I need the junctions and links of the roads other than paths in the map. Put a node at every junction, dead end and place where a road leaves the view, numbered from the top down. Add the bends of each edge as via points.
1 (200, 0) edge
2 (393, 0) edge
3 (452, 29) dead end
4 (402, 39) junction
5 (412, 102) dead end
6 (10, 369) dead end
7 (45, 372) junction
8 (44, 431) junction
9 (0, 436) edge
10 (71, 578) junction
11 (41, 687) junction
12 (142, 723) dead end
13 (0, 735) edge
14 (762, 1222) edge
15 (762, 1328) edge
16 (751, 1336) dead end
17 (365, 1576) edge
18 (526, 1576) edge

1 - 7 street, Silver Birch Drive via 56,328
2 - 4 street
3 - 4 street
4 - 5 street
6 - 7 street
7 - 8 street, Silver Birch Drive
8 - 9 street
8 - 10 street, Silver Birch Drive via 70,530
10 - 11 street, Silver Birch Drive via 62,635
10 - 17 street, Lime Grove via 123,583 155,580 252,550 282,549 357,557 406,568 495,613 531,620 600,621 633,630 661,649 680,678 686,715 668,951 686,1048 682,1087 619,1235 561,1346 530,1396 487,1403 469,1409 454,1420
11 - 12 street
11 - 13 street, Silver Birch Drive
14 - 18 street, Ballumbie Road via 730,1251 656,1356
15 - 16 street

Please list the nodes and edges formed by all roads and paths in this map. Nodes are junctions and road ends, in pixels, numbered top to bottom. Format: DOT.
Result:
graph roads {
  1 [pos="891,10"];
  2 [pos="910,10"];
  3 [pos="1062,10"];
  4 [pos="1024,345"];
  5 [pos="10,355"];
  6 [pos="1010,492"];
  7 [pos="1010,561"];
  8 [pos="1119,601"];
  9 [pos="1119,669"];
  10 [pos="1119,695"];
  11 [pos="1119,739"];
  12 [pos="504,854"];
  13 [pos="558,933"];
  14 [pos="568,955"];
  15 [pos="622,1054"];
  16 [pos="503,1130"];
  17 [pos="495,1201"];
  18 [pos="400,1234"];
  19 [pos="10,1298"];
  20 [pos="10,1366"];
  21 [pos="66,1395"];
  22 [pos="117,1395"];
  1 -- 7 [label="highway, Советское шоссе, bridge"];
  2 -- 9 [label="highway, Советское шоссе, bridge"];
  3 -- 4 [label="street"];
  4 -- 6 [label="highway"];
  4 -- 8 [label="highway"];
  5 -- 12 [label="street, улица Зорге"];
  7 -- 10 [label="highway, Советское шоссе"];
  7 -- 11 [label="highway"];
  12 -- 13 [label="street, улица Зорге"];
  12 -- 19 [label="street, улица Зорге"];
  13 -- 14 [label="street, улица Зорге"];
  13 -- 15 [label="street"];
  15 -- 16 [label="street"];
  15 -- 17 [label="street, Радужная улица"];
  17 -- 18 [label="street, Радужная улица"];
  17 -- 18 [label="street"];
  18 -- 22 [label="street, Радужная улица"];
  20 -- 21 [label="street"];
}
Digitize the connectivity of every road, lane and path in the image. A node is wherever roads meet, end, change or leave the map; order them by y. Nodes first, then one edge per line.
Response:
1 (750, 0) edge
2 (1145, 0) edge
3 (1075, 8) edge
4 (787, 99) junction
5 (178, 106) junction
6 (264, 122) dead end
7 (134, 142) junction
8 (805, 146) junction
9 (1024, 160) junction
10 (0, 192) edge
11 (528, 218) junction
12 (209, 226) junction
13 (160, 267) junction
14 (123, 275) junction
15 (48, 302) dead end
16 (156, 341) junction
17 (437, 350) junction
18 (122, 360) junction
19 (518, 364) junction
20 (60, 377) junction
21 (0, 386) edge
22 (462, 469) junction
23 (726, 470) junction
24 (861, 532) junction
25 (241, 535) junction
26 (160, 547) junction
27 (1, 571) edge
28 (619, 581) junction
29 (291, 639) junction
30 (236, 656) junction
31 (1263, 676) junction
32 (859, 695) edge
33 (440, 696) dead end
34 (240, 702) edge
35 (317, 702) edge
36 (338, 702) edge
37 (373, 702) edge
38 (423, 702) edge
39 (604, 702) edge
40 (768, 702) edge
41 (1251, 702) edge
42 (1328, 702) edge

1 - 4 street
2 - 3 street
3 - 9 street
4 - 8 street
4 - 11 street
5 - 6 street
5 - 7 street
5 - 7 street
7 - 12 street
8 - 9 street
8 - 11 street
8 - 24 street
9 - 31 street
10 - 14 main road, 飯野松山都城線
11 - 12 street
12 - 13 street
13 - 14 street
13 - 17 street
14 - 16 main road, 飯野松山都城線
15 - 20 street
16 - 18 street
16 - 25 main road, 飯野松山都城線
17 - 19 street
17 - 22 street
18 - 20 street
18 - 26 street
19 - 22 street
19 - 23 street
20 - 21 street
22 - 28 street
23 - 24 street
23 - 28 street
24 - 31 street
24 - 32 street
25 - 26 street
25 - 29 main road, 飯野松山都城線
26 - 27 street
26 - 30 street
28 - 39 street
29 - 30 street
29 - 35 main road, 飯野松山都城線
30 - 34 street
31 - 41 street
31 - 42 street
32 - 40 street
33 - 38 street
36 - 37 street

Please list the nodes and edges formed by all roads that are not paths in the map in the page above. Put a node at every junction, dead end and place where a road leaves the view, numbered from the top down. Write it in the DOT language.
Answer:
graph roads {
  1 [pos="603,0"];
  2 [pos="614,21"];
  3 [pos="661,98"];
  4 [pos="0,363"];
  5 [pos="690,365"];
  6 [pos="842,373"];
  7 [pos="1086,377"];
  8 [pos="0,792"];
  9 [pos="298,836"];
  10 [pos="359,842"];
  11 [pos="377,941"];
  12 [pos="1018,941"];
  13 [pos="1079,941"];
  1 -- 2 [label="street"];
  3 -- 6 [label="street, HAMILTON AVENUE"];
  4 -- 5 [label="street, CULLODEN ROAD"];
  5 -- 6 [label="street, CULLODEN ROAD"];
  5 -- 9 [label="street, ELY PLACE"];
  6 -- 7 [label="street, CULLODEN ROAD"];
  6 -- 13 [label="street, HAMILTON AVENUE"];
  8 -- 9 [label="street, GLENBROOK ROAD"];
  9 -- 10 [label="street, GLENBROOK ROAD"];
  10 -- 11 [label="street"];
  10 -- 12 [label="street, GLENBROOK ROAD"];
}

--------

Please set down the entire material above exactly as presented.

■ **ANSWER**
I need the junctions and links of the roads other than paths in the map. Put a node at every junction, dead end and place where a road leaves the view, numbered from the top down. Add the bends of each edge as via points.
1 (200, 0) edge
2 (393, 0) edge
3 (452, 29) dead end
4 (402, 39) junction
5 (412, 102) dead end
6 (10, 369) dead end
7 (45, 372) junction
8 (44, 431) junction
9 (0, 436) edge
10 (71, 578) junction
11 (41, 687) junction
12 (142, 723) dead end
13 (0, 735) edge
14 (762, 1222) edge
15 (762, 1328) edge
16 (751, 1336) dead end
17 (365, 1576) edge
18 (526, 1576) edge

1 - 7 street, Silver Birch Drive via 56,328
2 - 4 street
3 - 4 street
4 - 5 street
6 - 7 street
7 - 8 street, Silver Birch Drive
8 - 9 street
8 - 10 street, Silver Birch Drive via 70,530
10 - 11 street, Silver Birch Drive via 62,635
10 - 17 street, Lime Grove via 123,583 155,580 252,550 282,549 357,557 406,568 495,613 531,620 600,621 633,630 661,649 680,678 686,715 668,951 686,1048 682,1087 619,1235 561,1346 530,1396 487,1403 469,1409 454,1420
11 - 12 street
11 - 13 street, Silver Birch Drive
14 - 18 street, Ballumbie Road via 730,1251 656,1356
15 - 16 street

Please list the nodes and edges formed by all roads and paths in this map. Nodes are junctions and road ends, in pixels, numbered top to bottom. Format: DOT.
Result:
graph roads {
  1 [pos="891,10"];
  2 [pos="910,10"];
  3 [pos="1062,10"];
  4 [pos="1024,345"];
  5 [pos="10,355"];
  6 [pos="1010,492"];
  7 [pos="1010,561"];
  8 [pos="1119,601"];
  9 [pos="1119,669"];
  10 [pos="1119,695"];
  11 [pos="1119,739"];
  12 [pos="504,854"];
  13 [pos="558,933"];
  14 [pos="568,955"];
  15 [pos="622,1054"];
  16 [pos="503,1130"];
  17 [pos="495,1201"];
  18 [pos="400,1234"];
  19 [pos="10,1298"];
  20 [pos="10,1366"];
  21 [pos="66,1395"];
  22 [pos="117,1395"];
  1 -- 7 [label="highway, Советское шоссе, bridge"];
  2 -- 9 [label="highway, Советское шоссе, bridge"];
  3 -- 4 [label="street"];
  4 -- 6 [label="highway"];
  4 -- 8 [label="highway"];
  5 -- 12 [label="street, улица Зорге"];
  7 -- 10 [label="highway, Советское шоссе"];
  7 -- 11 [label="highway"];
  12 -- 13 [label="street, улица Зорге"];
  12 -- 19 [label="street, улица Зорге"];
  13 -- 14 [label="street, улица Зорге"];
  13 -- 15 [label="street"];
  15 -- 16 [label="street"];
  15 -- 17 [label="street, Радужная улица"];
  17 -- 18 [label="street, Радужная улица"];
  17 -- 18 [label="street"];
  18 -- 22 [label="street, Радужная улица"];
  20 -- 21 [label="street"];
}
Digitize the connectivity of every road, lane and path in the image. A node is wherever roads meet, end, change or leave the map; order them by y. Nodes first, then one edge per line.
Response:
1 (750, 0) edge
2 (1145, 0) edge
3 (1075, 8) edge
4 (787, 99) junction
5 (178, 106) junction
6 (264, 122) dead end
7 (134, 142) junction
8 (805, 146) junction
9 (1024, 160) junction
10 (0, 192) edge
11 (528, 218) junction
12 (209, 226) junction
13 (160, 267) junction
14 (123, 275) junction
15 (48, 302) dead end
16 (156, 341) junction
17 (437, 350) junction
18 (122, 360) junction
19 (518, 364) junction
20 (60, 377) junction
21 (0, 386) edge
22 (462, 469) junction
23 (726, 470) junction
24 (861, 532) junction
25 (241, 535) junction
26 (160, 547) junction
27 (1, 571) edge
28 (619, 581) junction
29 (291, 639) junction
30 (236, 656) junction
31 (1263, 676) junction
32 (859, 695) edge
33 (440, 696) dead end
34 (240, 702) edge
35 (317, 702) edge
36 (338, 702) edge
37 (373, 702) edge
38 (423, 702) edge
39 (604, 702) edge
40 (768, 702) edge
41 (1251, 702) edge
42 (1328, 702) edge

1 - 4 street
2 - 3 street
3 - 9 street
4 - 8 street
4 - 11 street
5 - 6 street
5 - 7 street
5 - 7 street
7 - 12 street
8 - 9 street
8 - 11 street
8 - 24 street
9 - 31 street
10 - 14 main road, 飯野松山都城線
11 - 12 street
12 - 13 street
13 - 14 street
13 - 17 street
14 - 16 main road, 飯野松山都城線
15 - 20 street
16 - 18 street
16 - 25 main road, 飯野松山都城線
17 - 19 street
17 - 22 street
18 - 20 street
18 - 26 street
19 - 22 street
19 - 23 street
20 - 21 street
22 - 28 street
23 - 24 street
23 - 28 street
24 - 31 street
24 - 32 street
25 - 26 street
25 - 29 main road, 飯野松山都城線
26 - 27 street
26 - 30 street
28 - 39 street
29 - 30 street
29 - 35 main road, 飯野松山都城線
30 - 34 street
31 - 41 street
31 - 42 street
32 - 40 street
33 - 38 street
36 - 37 street

Please list the nodes and edges formed by all roads that are not paths in the map in the page above. Put a node at every junction, dead end and place where a road leaves the view, numbered from the top down. Write it in the DOT language.
Answer:
graph roads {
  1 [pos="603,0"];
  2 [pos="614,21"];
  3 [pos="661,98"];
  4 [pos="0,363"];
  5 [pos="690,365"];
  6 [pos="842,373"];
  7 [pos="1086,377"];
  8 [pos="0,792"];
  9 [pos="298,836"];
  10 [pos="359,842"];
  11 [pos="377,941"];
  12 [pos="1018,941"];
  13 [pos="1079,941"];
  1 -- 2 [label="street"];
  3 -- 6 [label="street, HAMILTON AVENUE"];
  4 -- 5 [label="street, CULLODEN ROAD"];
  5 -- 6 [label="street, CULLODEN ROAD"];
  5 -- 9 [label="street, ELY PLACE"];
  6 -- 7 [label="street, CULLODEN ROAD"];
  6 -- 13 [label="street, HAMILTON AVENUE"];
  8 -- 9 [label="street, GLENBROOK ROAD"];
  9 -- 10 [label="street, GLENBROOK ROAD"];
  10 -- 11 [label="street"];
  10 -- 12 [label="street, GLENBROOK ROAD"];
}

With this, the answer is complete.